Senior Kierstin Hanifan stands in front of the Puerto Rican flag.

Puerto Rico: Not broken, closed for remodeling

Senior impacted by Hurricane Maria

October 16, 2017

When the Category 4 storm hit Puerto Rico, fear conquered senior Kierstin Hanifan’s mind. With family on the island, she still has no way of knowing how they are due to the lack of electricity caused by the hurricane.  

“[My family] was one of the first people to be hit,” Kierstin said. “Puerto Rico [is] an island, and I knew that it would be harder for them to evacuate because of that. Just knowing that they were helpless in that sense really scared me and my family.”

Kierstin has family living in Villalba, Manati and Vega Alta. In Villalba, Kierstin’s family lives on a mountain, and she has still not heard from them.

“We’re still waiting and hoping that they are safe,” Kierstin said. “The streets there are so narrow and dangerous that you could fall hundreds of feet down [from the mountain]. No one could get to my family that was living on the mountain; no one has been able to help the people there and that’s where I have cousins.”

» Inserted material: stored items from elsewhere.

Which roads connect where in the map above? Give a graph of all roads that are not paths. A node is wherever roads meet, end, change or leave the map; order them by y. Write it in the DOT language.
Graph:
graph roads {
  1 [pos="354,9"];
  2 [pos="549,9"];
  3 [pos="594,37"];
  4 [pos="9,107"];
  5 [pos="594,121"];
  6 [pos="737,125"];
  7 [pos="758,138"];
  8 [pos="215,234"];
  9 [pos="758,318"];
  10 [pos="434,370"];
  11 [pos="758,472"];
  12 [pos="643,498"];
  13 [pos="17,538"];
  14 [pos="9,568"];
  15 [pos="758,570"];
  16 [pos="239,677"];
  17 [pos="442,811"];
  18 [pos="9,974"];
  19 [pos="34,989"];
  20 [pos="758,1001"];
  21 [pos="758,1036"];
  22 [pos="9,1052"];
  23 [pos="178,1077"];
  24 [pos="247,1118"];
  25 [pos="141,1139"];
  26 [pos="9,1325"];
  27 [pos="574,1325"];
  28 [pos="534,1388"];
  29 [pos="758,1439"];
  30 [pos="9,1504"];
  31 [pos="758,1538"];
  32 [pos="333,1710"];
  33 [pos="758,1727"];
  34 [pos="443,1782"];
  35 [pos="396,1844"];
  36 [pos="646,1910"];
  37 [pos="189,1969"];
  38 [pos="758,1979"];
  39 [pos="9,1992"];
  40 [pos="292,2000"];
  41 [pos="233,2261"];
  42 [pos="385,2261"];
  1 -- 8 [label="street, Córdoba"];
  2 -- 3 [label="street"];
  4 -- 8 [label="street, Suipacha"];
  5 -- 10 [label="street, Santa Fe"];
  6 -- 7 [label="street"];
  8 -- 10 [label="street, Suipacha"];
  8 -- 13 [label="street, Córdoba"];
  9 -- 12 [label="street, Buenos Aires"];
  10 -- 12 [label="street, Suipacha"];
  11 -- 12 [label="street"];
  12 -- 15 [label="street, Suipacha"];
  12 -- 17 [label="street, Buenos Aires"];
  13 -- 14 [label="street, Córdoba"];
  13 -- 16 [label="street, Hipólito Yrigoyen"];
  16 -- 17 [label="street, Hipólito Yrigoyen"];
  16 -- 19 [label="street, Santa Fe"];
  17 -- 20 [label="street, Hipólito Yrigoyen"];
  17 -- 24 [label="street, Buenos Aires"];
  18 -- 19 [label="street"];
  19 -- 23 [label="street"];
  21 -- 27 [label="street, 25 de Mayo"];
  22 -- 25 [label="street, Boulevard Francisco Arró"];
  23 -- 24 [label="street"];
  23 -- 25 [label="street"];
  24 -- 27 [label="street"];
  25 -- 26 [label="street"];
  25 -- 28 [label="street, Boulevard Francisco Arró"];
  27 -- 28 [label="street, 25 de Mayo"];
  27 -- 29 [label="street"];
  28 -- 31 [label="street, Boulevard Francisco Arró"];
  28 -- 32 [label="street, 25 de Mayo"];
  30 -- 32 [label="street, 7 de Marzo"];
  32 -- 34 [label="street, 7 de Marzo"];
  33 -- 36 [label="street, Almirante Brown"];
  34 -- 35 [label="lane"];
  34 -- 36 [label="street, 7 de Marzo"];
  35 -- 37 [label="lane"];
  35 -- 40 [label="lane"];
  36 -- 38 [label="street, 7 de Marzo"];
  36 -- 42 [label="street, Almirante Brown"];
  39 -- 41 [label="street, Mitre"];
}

A cousin of Kierstin’s mother, Lidia Gonzalez Linn, also had concerns towards Puerto Rico and the natural disaster that devastated it.

“I was scared and I was worried,” Linn said. “My first instinct was to call my dad. I stayed up as late as I could and watched the news. I became very emotional when I saw videos of San Juan and all I could think of was my family in Vega Alta.”

Linn’s thoughts of her family did not cease, knowing the hurricane was hovering over the island.

“I could not help [but]  think of what was happening,” Linn said. “What about my cousins up in Villalba, up in the mountains? Then when it was over, I cried. I was heartbroken. I felt helpless and the worry began.”

Kierstin and her family have asked people in Arecibo, a town neighboring Manati, for updates on their family.

“We were finding out via Facebook posts that they are alive on the north side,” Kierstin said. “But it is really tough for them.”

Kierstin’s mother, Christina Gonzalez Hanifan, was also devastated by the news of Hurricane Maria heading toward a place she has so many memories of.

“[I remember] going up to El Conservatorio de Puerto Rico,” Christina said. “My grandpa helped build it up in the mountains. It was just beautiful. I felt proud that my grandpa helped build that conservatory.”

Kierstin is helping out with donations and drives for Puerto Rico, and doing as much as she can from here.

“At my church, we’re gathering diapers, non-perishable food items, and things that they really need so they can survive right now,” Kierstin said. “We are donating necessities, and doing the best we can at the moment.”

Although Kierstin has never been to Puerto Rico, she hopes to go there this summer and help make a difference.

“As soon as I get the opportunity, [I am going to Puerto Rico],” Kierstin said. “They will still obviously be in the rebuilding process and I’m hoping to be a part of that. It’s going to be totally different. The monuments I’ve wanted to see may be torn down. But Puerto Rico is not broken, just closed for remodeling, and it is still the place my family calls home.”